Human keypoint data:
╭──
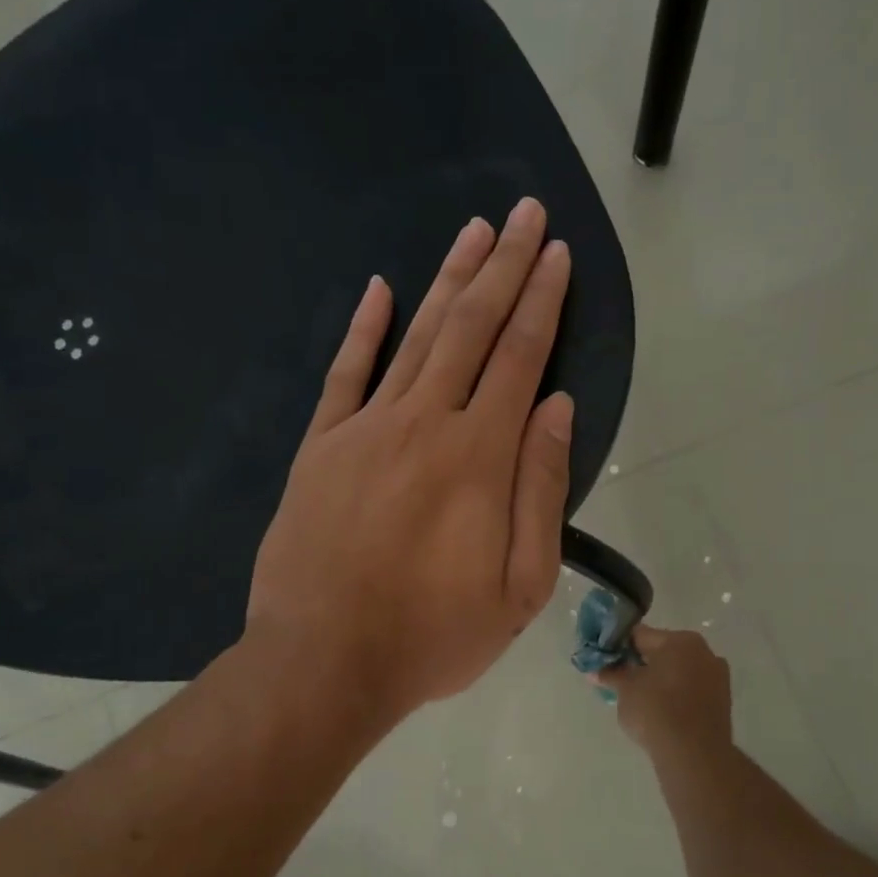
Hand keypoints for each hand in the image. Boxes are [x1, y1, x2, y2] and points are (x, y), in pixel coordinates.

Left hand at [246, 198, 573, 723]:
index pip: (520, 358)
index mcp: (479, 457)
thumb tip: (556, 407)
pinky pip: (344, 374)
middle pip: (471, 328)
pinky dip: (363, 328)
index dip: (542, 302)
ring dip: (448, 279)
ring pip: (415, 336)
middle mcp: (424, 423)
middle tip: (526, 213)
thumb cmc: (433, 636)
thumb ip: (540, 489)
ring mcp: (364, 429)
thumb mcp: (520, 587)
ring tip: (474, 231)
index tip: (558, 255)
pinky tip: (380, 287)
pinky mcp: (319, 447)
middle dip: (504, 267)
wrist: (324, 663)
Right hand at [597, 624, 731, 759]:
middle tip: (619, 680)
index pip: (640, 635)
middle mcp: (703, 651)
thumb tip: (595, 670)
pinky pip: (690, 689)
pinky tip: (659, 712)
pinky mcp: (722, 701)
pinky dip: (675, 695)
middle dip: (641, 663)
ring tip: (638, 699)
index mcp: (680, 640)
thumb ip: (611, 675)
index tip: (605, 660)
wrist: (694, 755)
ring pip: (678, 671)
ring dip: (659, 679)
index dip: (619, 646)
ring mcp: (717, 676)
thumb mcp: (625, 690)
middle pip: (662, 651)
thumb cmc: (656, 711)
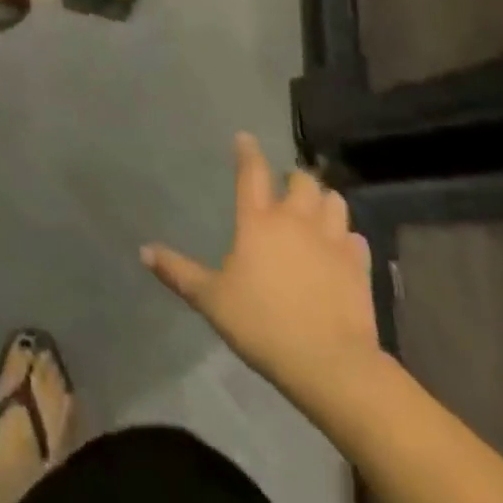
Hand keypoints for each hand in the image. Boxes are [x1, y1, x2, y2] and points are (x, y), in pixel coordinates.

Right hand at [141, 134, 380, 412]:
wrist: (331, 365)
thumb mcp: (212, 300)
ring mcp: (331, 241)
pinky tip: (342, 247)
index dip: (247, 151)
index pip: (252, 172)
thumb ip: (179, 272)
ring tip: (317, 209)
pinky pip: (356, 238)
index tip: (246, 138)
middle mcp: (295, 220)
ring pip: (334, 201)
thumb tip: (143, 250)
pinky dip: (348, 237)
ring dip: (324, 200)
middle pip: (301, 181)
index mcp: (258, 220)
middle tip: (286, 186)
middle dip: (294, 178)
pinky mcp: (358, 266)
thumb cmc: (263, 325)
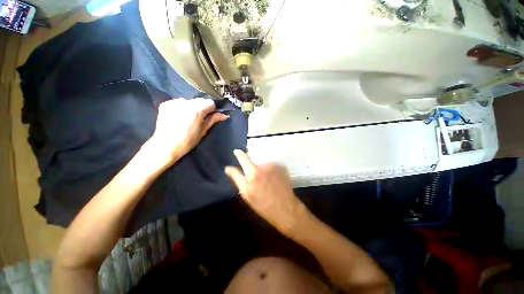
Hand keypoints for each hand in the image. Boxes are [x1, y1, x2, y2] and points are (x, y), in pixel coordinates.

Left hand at [144, 98, 228, 167]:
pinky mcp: (166, 104)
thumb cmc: (188, 141)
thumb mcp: (203, 131)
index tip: (211, 116)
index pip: (210, 102)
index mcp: (197, 110)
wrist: (166, 146)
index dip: (212, 109)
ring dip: (192, 107)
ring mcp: (174, 102)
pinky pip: (178, 102)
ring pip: (189, 101)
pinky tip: (179, 116)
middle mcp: (186, 103)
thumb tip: (224, 115)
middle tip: (200, 119)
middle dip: (202, 108)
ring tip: (188, 118)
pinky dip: (181, 107)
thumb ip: (213, 120)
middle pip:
╰──
WHAT TO PRODUCE – The data must come back word for word, with every picture removed.

RESPONSE –
Hand keypoints for each hand in the image. Boxes are [x1, y1, x2, y2] and points are (x, y), in pixel coordinates.

Left hand at [246, 198, 573, 723]:
index pip: (520, 358)
index mcp: (479, 457)
thumb tip: (556, 407)
pinky pip: (344, 374)
middle pip: (471, 328)
pinky dip: (363, 328)
index dip: (542, 302)
ring dip: (448, 279)
ring pip: (415, 336)
middle mcp: (424, 423)
middle tip: (526, 213)
thumb cmc: (433, 636)
thumb ip: (540, 489)
ring mcp: (364, 429)
thumb mcp: (520, 587)
ring tip: (474, 231)
index tip: (558, 255)
pinky tip: (380, 287)
pinky mcp: (319, 447)
middle dip: (504, 267)
wrist: (324, 663)
Right hand at [597, 624, 731, 759]:
middle tip: (619, 680)
index pip: (640, 635)
middle mcp: (703, 651)
thumb tip: (595, 670)
pinky pip: (690, 689)
pinky tip: (659, 712)
pinky mcp: (722, 701)
pinky dip: (675, 695)
middle dip: (641, 663)
ring tip: (638, 699)
index mcp: (680, 640)
thumb ip: (611, 675)
index tip: (605, 660)
wrist: (694, 755)
ring pip: (678, 671)
ring dip: (659, 679)
index dip: (619, 646)
ring mcp: (717, 676)
thumb mcp: (625, 690)
middle pip: (662, 651)
thumb cmc: (656, 711)
Hand keypoints for each hand in the image. Boxes are [x1, y1, x2, y2] and points are (x, y), in pixel coordinates.

Right hand at [141, 134, 380, 412]:
wrist: (331, 365)
thumb mcp: (212, 300)
ring mcp: (331, 241)
pinky tip: (342, 247)
index dip: (247, 151)
index pip: (252, 172)
thumb ip: (179, 272)
ring tip: (317, 209)
pinky pip: (356, 238)
index tip: (246, 138)
middle mcp: (295, 220)
ring pip: (334, 201)
thumb tip: (143, 250)
pinky dip: (348, 237)
ring dip: (324, 200)
middle pip: (301, 181)
index mcp: (258, 220)
middle tip: (286, 186)
middle dip: (294, 178)
pinky mcp: (358, 266)
thumb cmc: (263, 325)
Hand keypoints for each hand in the image. Boxes are [x1, y1, x2, y2] and points are (x, y), in pixel coordinates.

Left hand at [144, 98, 228, 167]:
pinky mcp: (166, 104)
thumb cmc: (188, 141)
thumb mcp: (203, 131)
index tip: (211, 116)
index pip: (210, 102)
index mcp: (197, 110)
wrist: (166, 146)
index dip: (212, 109)
ring dip: (192, 107)
ring mcp: (174, 102)
pinky pip: (178, 102)
ring pip: (189, 101)
pinky tip: (179, 116)
middle mcp: (186, 103)
thumb tip: (224, 115)
middle tip: (200, 119)
middle dip: (202, 108)
ring tip: (188, 118)
pinky dip: (181, 107)
thumb ip: (213, 120)
middle pip:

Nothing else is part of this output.